Alexander and Troy are recent similar projects that seemed to be universally panned but it seems that the bigger a film and the bigger the scale of its ambition, the more wuthering the reviews. It’s almost inevitable really because any film with as much action and publicity as an epic like Australia is going to incite derision.

The film is often cliched and often struggles to escape it’s cops and robbers style storyline but that’s not the point most of the time. Epics are meant to entertain, most of all they are meant to belong to a world of heroes and villains. They cannot be epics otherwise and you can’t sustain serious complexities over the course of two and a half hours in the cinema.

Australia’s Irish cousin, Michael Collins, was a similar epic, dispensing with the nuances and intricacies involved in any war for the easy to follow tale of love and courage in the face of brutality. What Collins achieved could only be understood by an Irish audience far enough removed from the consequences of Irish violence to marvel in the heroics of a man from their own land.

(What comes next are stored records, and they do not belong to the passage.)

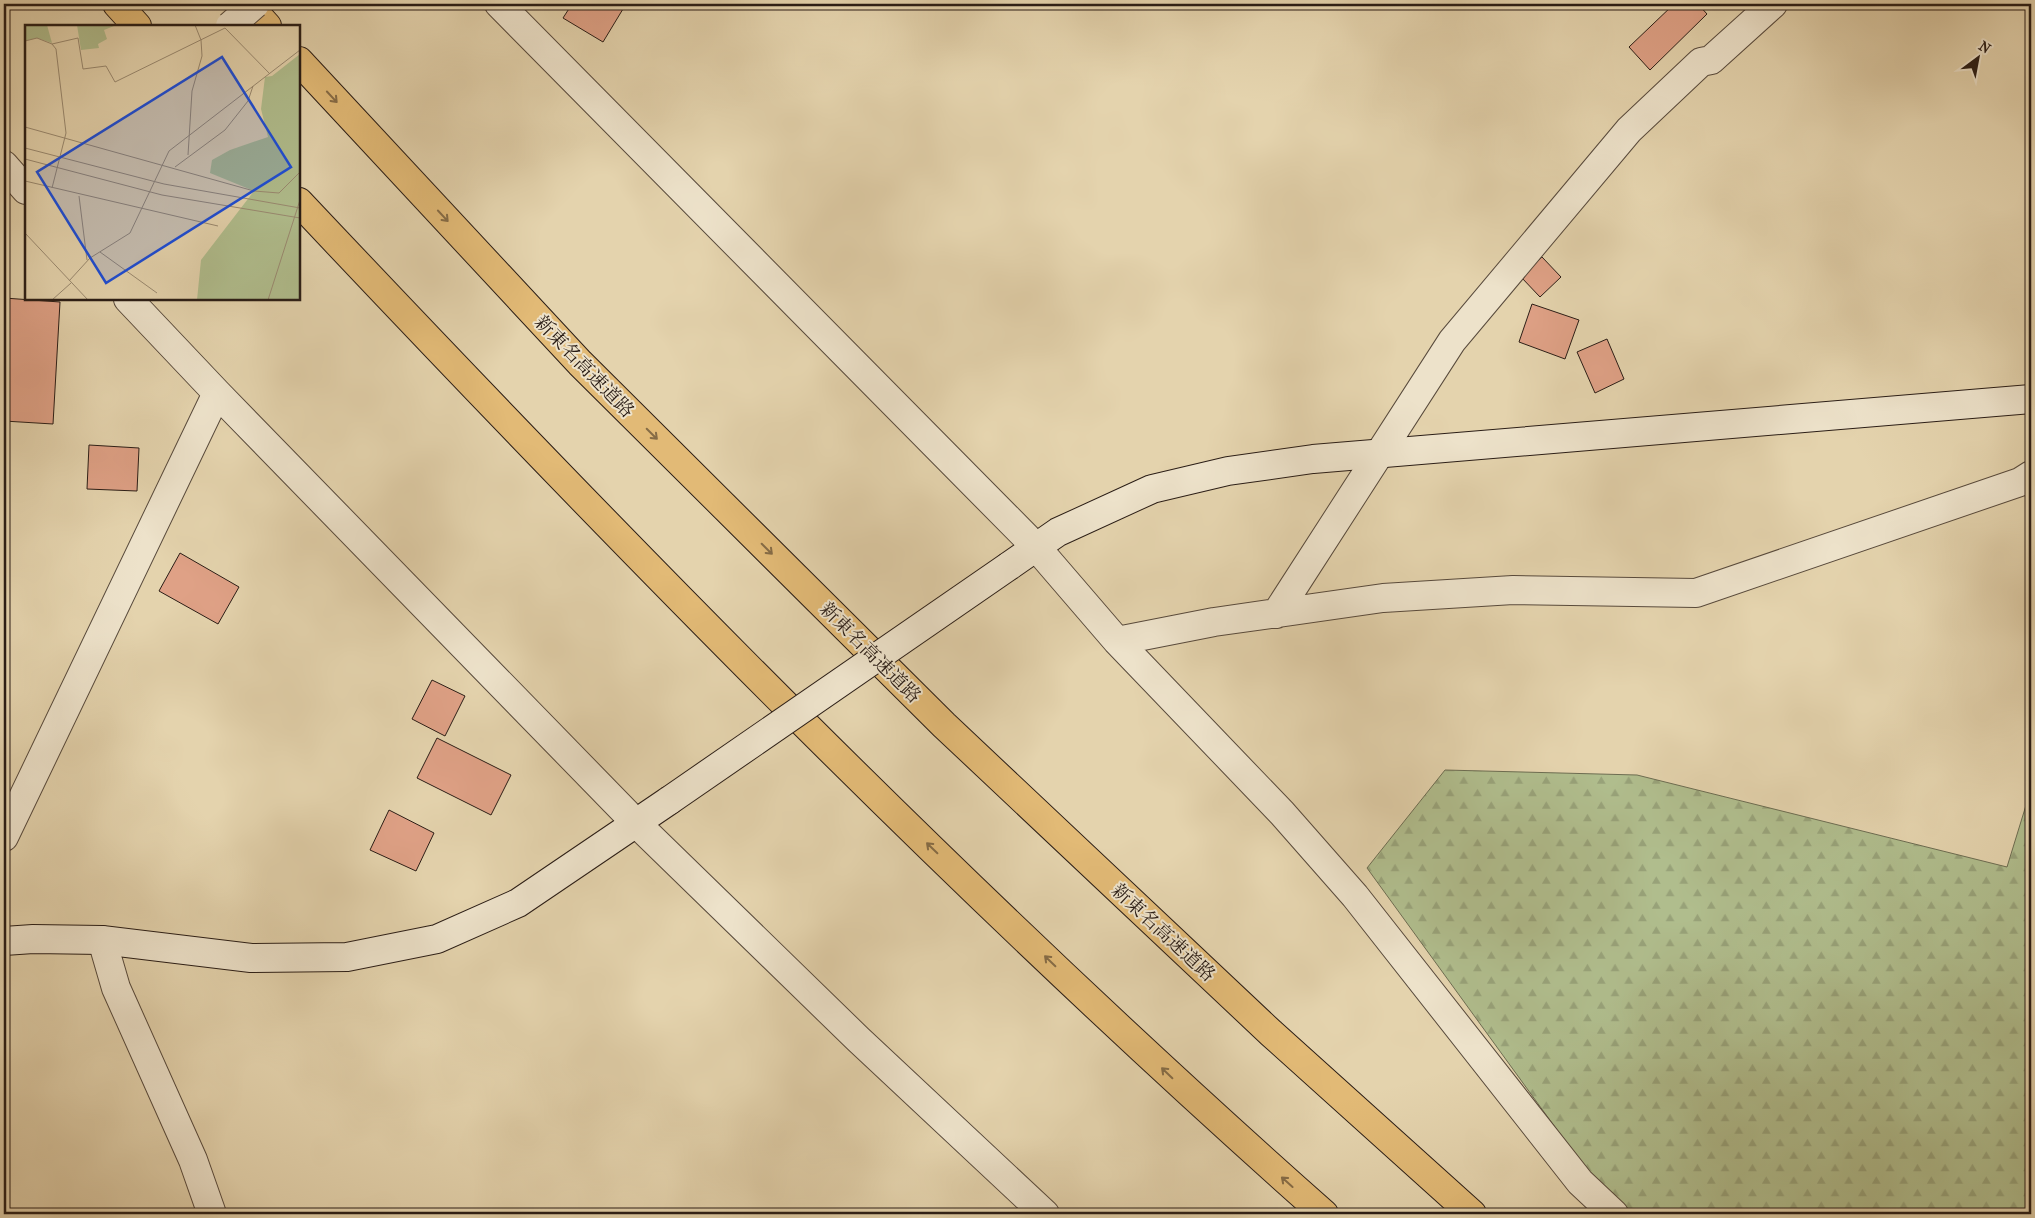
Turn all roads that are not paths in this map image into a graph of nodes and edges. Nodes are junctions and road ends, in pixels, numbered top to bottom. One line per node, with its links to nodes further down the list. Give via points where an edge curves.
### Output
1 (117, 4): 6 (highway)
2 (247, 4): 8 (highway)
3 (254, 4): 7 (street, bridge)
4 (499, 4): 18 (street)
5 (1773, 4): 16 (street, via 1711,60 1701,62 1629,130 1452,341)
6 (136, 25)
7 (231, 25)
8 (266, 25)
9 (300, 62): 28 (highway, 新東名高速道路, one-way to 28, via 580,363 937,718 1272,1033)
10 (4, 166): 11 (street)
11 (25, 189)
12 (300, 203): 27 (highway, one-way to 12, via 1199,1104 879,798 512,428)
13 (129, 300): 14 (street)
14 (217, 393): 21 (street); 22 (street)
15 (2031, 399): 16 (street)
16 (1379, 454): 18 (street, via 1312,459 1228,471 1152,489 1058,532); 19 (street)
17 (2031, 475): 19 (street, via 2020,482 1696,593 1513,590 1384,598)
18 (1037, 548): 20 (street); 21 (street, bridge)
19 (1276, 614): 20 (street)
20 (1117, 641): 29 (street, via 1282,813 1355,896 1580,1182)
21 (635, 822): 23 (street, via 518,903 437,939 347,957 251,958); 26 (street, via 858,1039)
22 (4, 837)
23 (102, 940): 24 (street); 25 (street, via 116,988 193,1160)
24 (4, 941)
25 (212, 1214)
26 (1045, 1214)
27 (1324, 1214)
28 (1472, 1214)
29 (1614, 1214)

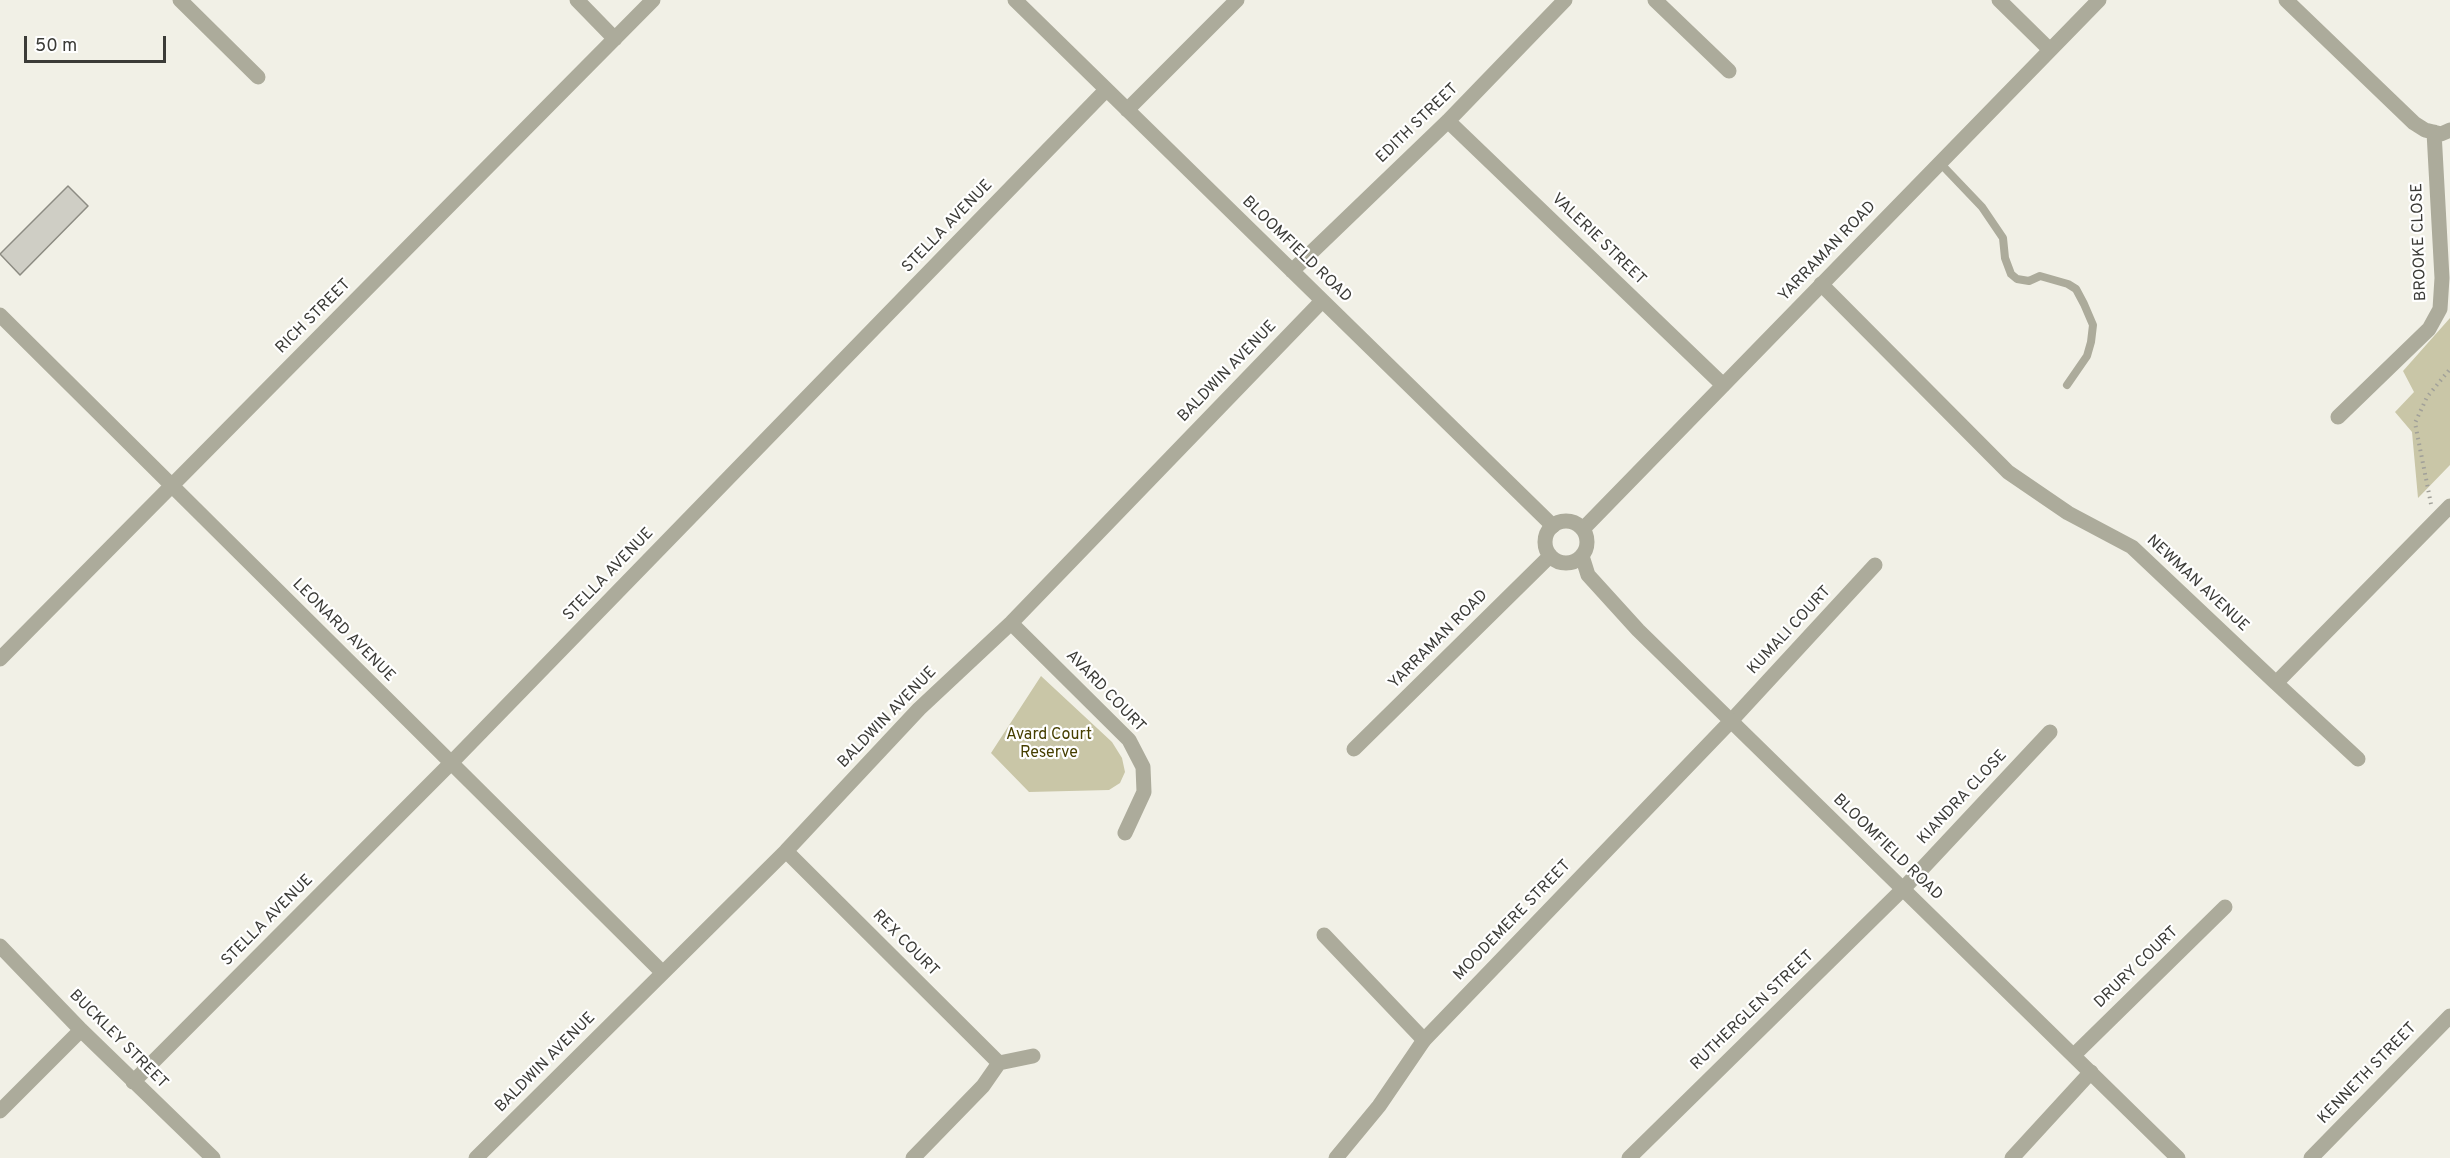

That is why the hairs stand on end when the score boom booms with trumpets and real clips of Collins funeral.

While Australia is not the same tale nor remotely close at times, it gives a little insight into a nation and its people, in the course of the nearly three hours of over-the-top, throw in the kitchen sink epic cinema entertainment.

Michael Collins wasn’t a wonderful film but that didn’t stop it from being spectacular and inspiring. My guess is that an Australian might feel the same about Luhrman’s picture of the Outback.